___ Stored data ___
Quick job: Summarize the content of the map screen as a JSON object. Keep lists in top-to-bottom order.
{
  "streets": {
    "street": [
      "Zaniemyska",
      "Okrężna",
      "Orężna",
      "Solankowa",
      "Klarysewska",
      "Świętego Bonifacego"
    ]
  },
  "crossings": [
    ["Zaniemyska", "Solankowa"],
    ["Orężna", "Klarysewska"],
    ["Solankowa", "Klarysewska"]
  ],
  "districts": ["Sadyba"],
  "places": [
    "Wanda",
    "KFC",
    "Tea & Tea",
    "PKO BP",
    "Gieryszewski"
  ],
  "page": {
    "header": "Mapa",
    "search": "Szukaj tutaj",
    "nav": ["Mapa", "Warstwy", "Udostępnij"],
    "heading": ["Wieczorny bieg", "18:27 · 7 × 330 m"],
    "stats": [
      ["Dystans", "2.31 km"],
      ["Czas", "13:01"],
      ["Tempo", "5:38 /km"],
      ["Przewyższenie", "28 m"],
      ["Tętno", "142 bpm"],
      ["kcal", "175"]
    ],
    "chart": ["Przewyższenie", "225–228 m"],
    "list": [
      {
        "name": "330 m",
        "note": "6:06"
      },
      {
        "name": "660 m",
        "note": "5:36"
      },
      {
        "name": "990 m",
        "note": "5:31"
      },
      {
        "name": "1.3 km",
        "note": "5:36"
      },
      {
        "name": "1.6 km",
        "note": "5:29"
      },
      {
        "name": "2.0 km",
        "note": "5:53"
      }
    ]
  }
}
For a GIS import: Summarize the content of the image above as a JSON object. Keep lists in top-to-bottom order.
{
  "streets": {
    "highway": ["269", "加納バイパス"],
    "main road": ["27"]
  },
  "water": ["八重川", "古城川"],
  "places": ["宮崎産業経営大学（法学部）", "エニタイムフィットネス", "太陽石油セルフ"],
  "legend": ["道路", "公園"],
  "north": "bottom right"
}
___
*Work to complete*.
When a line in the listing includes the word "order", report that line in full.

*Response to this exercise*.
Quick job: Summarize the content of the map screen as a JSON object. Keep lists in top-to-bottom order.
For a GIS import: Summarize the content of the image above as a JSON object. Keep lists in top-to-bottom order.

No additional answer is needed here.